Testing for presence of duplicate values in array

Question 1

I'm trying to find a simple way to just test an array for duplicate values. It would be nice, but not completely necessary, to be able to identify the specific lines that have duplicates, but the important point is simply being able to see that there's a duplicate.

I have an array, $key_array, which contains some numbers:

# echo ${key_array[@]}
1 2 3 4 3 3

This array could have an arbitrary number of numbers, some of which could be duplicates of others. They will be integer numbers only. (Numbers beginning with a 0, such as 03, should not make into the array at all, but in the off-chance that it happens, catching 3 and 03 as a duplicate of each other would be better than treating them as different numbers.)
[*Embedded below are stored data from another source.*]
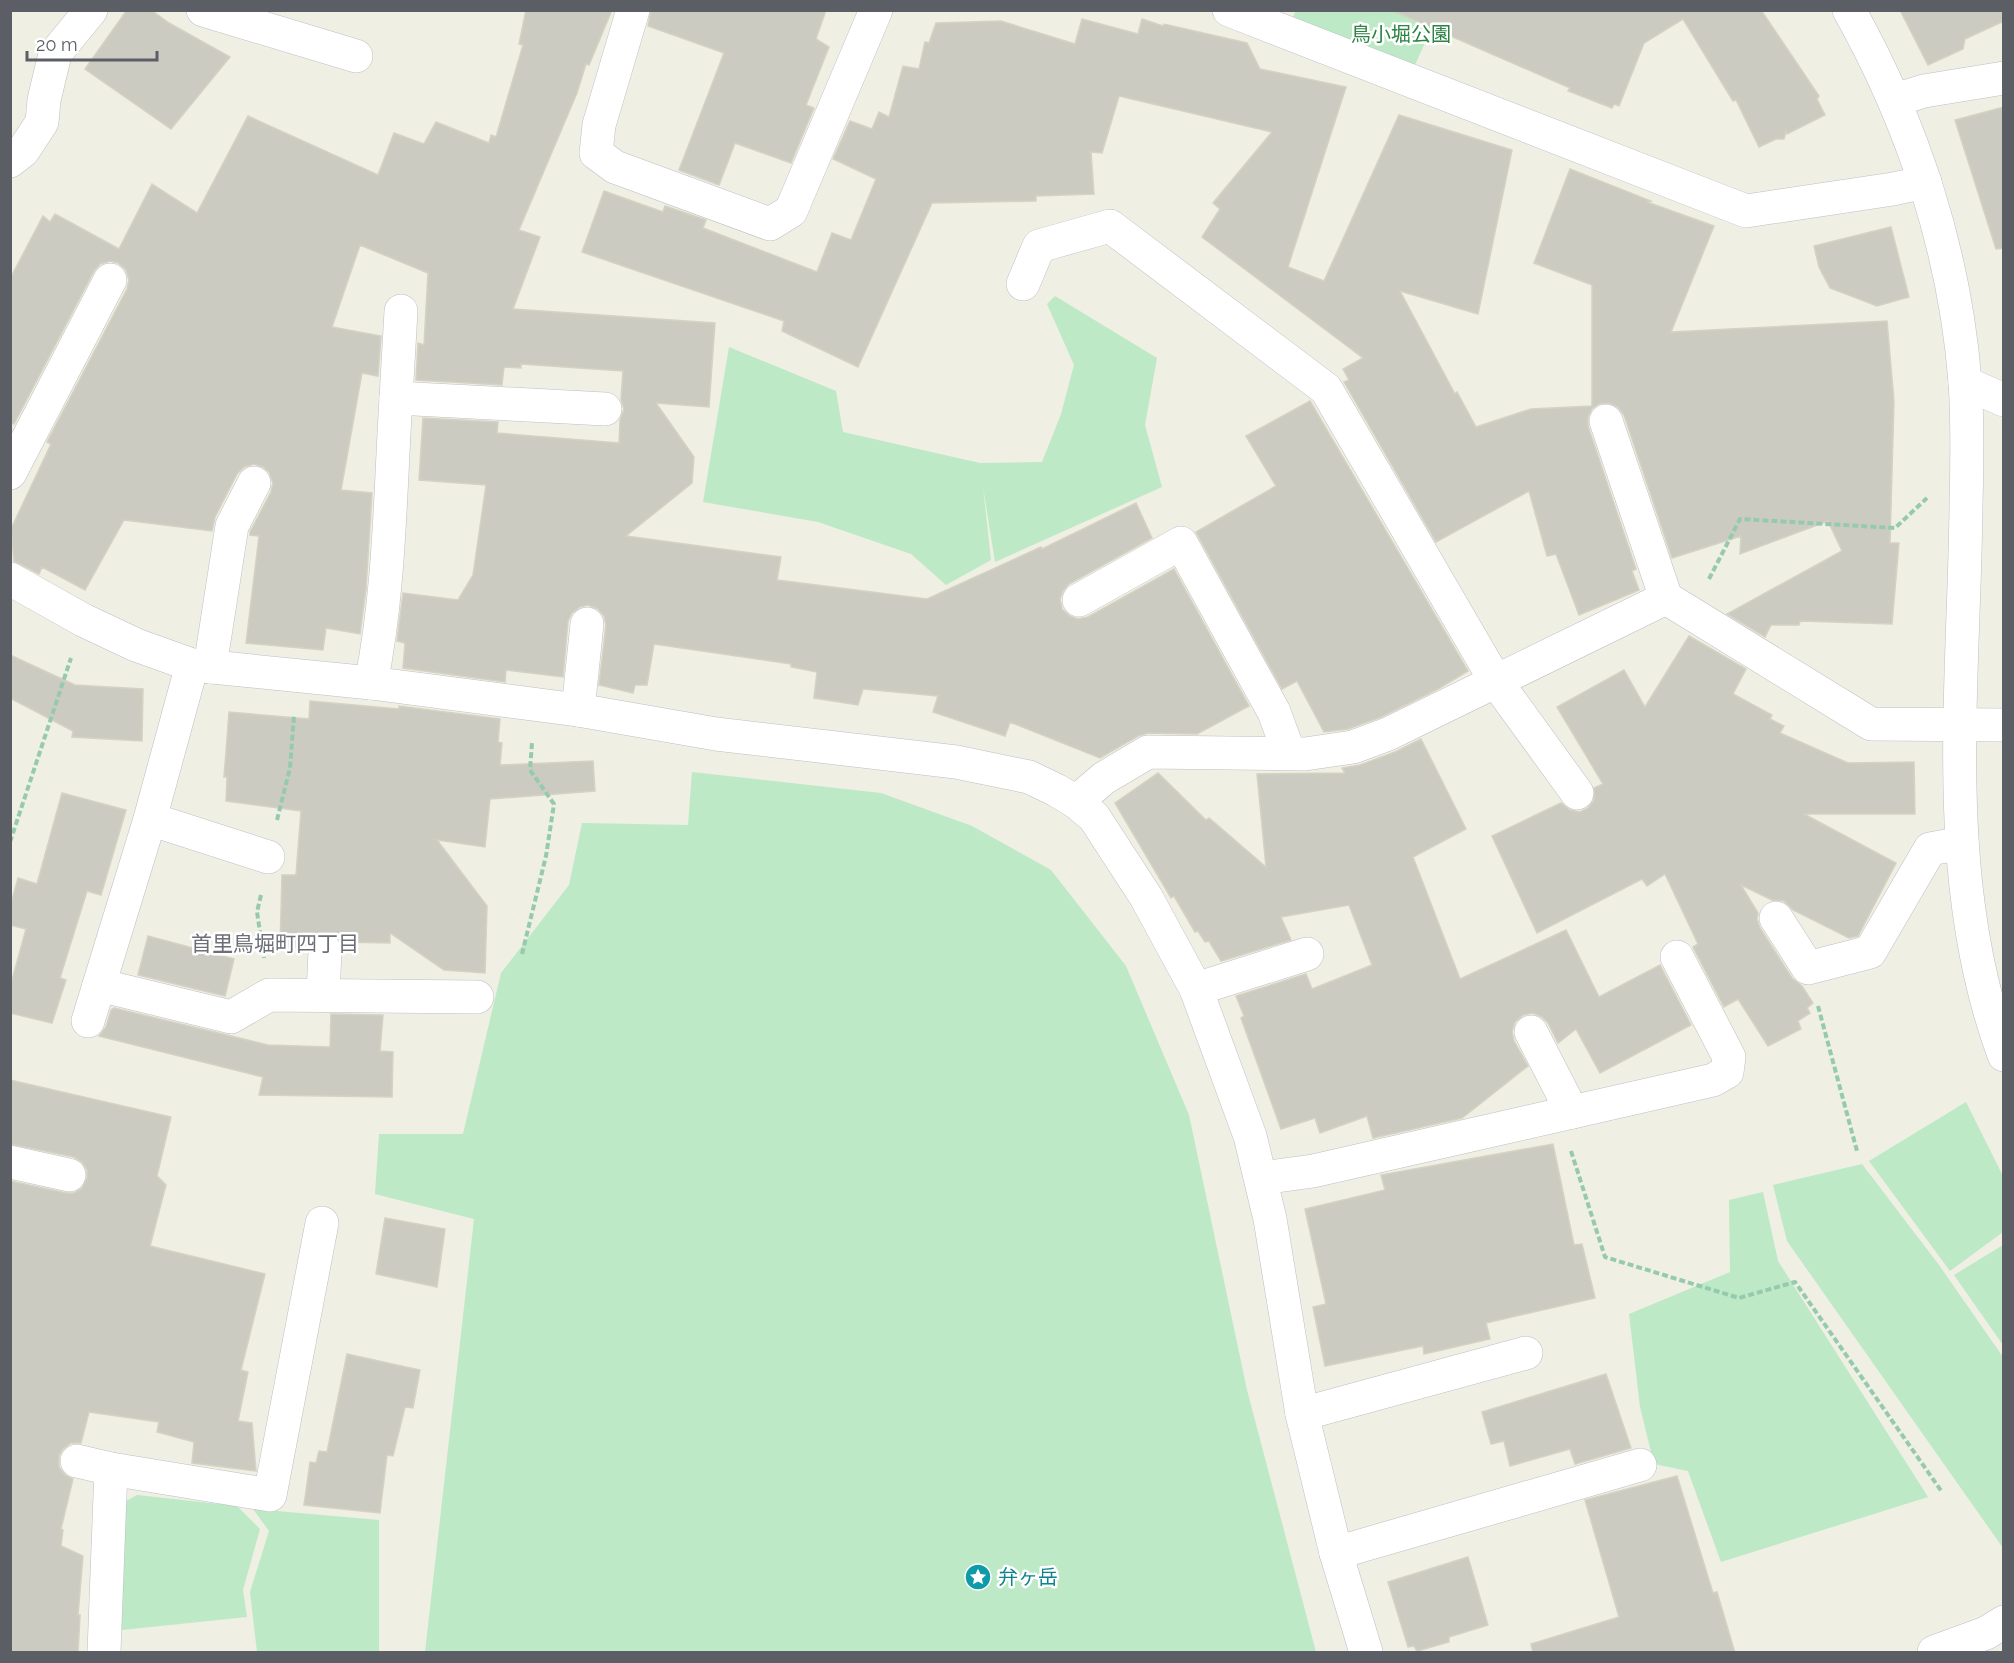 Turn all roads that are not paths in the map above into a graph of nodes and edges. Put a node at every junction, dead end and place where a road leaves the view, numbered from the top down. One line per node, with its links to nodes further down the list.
1 (92, 10): 10 (street)
2 (204, 10): 7 (street)
3 (633, 10): 4 (street)
4 (876, 10)
5 (1229, 10): 11 (street)
6 (1849, 10): 9 (street)
7 (356, 56)
8 (2004, 78): 9 (street)
9 (1894, 100): 11 (street)
10 (10, 161)
11 (1925, 182): 15 (street)
12 (110, 280): 20 (street)
13 (1023, 284): 27 (street)
14 (401, 311): 16 (street)
15 (1965, 383): 17 (street); 30 (street)
16 (396, 398): 18 (street); 28 (street)
17 (2004, 400)
18 (605, 409)
19 (1606, 422): 23 (street)
20 (10, 473)
21 (254, 483): 26 (street)
22 (10, 579): 26 (street)
23 (1666, 598): 27 (street); 30 (street)
24 (1079, 600): 32 (street)
25 (587, 624): 29 (street)
26 (201, 666): 28 (street); 35 (street)
27 (1495, 680): 32 (street); 33 (street)
28 (371, 683): 29 (street)
29 (578, 710): 34 (street)
30 (1960, 724): 31 (street); 36 (street)
31 (2004, 725)
32 (1289, 753): 34 (street)
33 (1577, 793)
34 (1076, 802): 43 (street)
35 (150, 819): 37 (street); 42 (street)
36 (1962, 843): 38 (street); 48 (street)
37 (268, 857)
38 (1776, 918)
39 (325, 951): 44 (street)
40 (1307, 954): 43 (street)
41 (1677, 957): 49 (street)
42 (99, 985): 44 (street); 46 (street)
43 (1197, 989): 52 (street)
44 (323, 995): 45 (street)
45 (477, 997)
46 (88, 1021)
47 (1531, 1032): 49 (street)
48 (2004, 1055)
49 (1566, 1113): 52 (street)
50 (10, 1162): 51 (street)
51 (69, 1174)
52 (1262, 1178): 55 (street)
53 (322, 1223): 58 (street)
54 (1526, 1353): 55 (street)
55 (1302, 1414): 59 (street)
56 (77, 1461): 58 (street)
57 (1640, 1465): 59 (street)
58 (111, 1469): 61 (street)
59 (1336, 1553): 62 (street)
60 (2004, 1622): 63 (street)
61 (104, 1653)
62 (1366, 1653)
63 (1934, 1653) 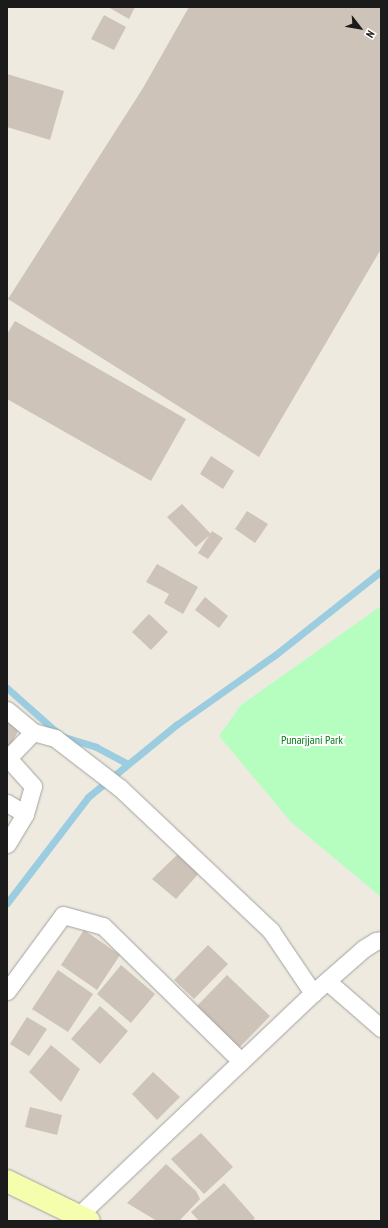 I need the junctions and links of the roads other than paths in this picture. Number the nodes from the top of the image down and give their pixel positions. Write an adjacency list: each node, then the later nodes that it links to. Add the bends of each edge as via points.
1 (7, 710): 2 (street)
2 (32, 732): 4 (street, via 8,758 33,786); 9 (street, via 55,738 120,788 271,932)
3 (7, 803): 4 (street)
4 (25, 814): 5 (street)
5 (7, 844)
6 (381, 940): 7 (street, via 363,949)
7 (327, 981): 9 (street); 10 (street)
8 (7, 991): 11 (street, via 62,915 103,926)
9 (313, 993): 11 (street)
10 (381, 1028)
11 (241, 1061): 13 (street)
12 (7, 1181): 13 (main road)
13 (81, 1219)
I need to determine if any of these numbers are duplicates. I was thinking this could be done with an exit code if nothing else. What I was after was something like this:

if $(some command); then
 echo "Array contains duplicates."
 exit 1
fi
$(commands to run after duplicate check)

The idea being in the end that the script informs the user and exits if there are duplicates (not super important to identify where the duplicates are, just telling the user to check for duplicates is enough), or if there aren't any duplicates, it proceeds and runs a bunch of other stuff.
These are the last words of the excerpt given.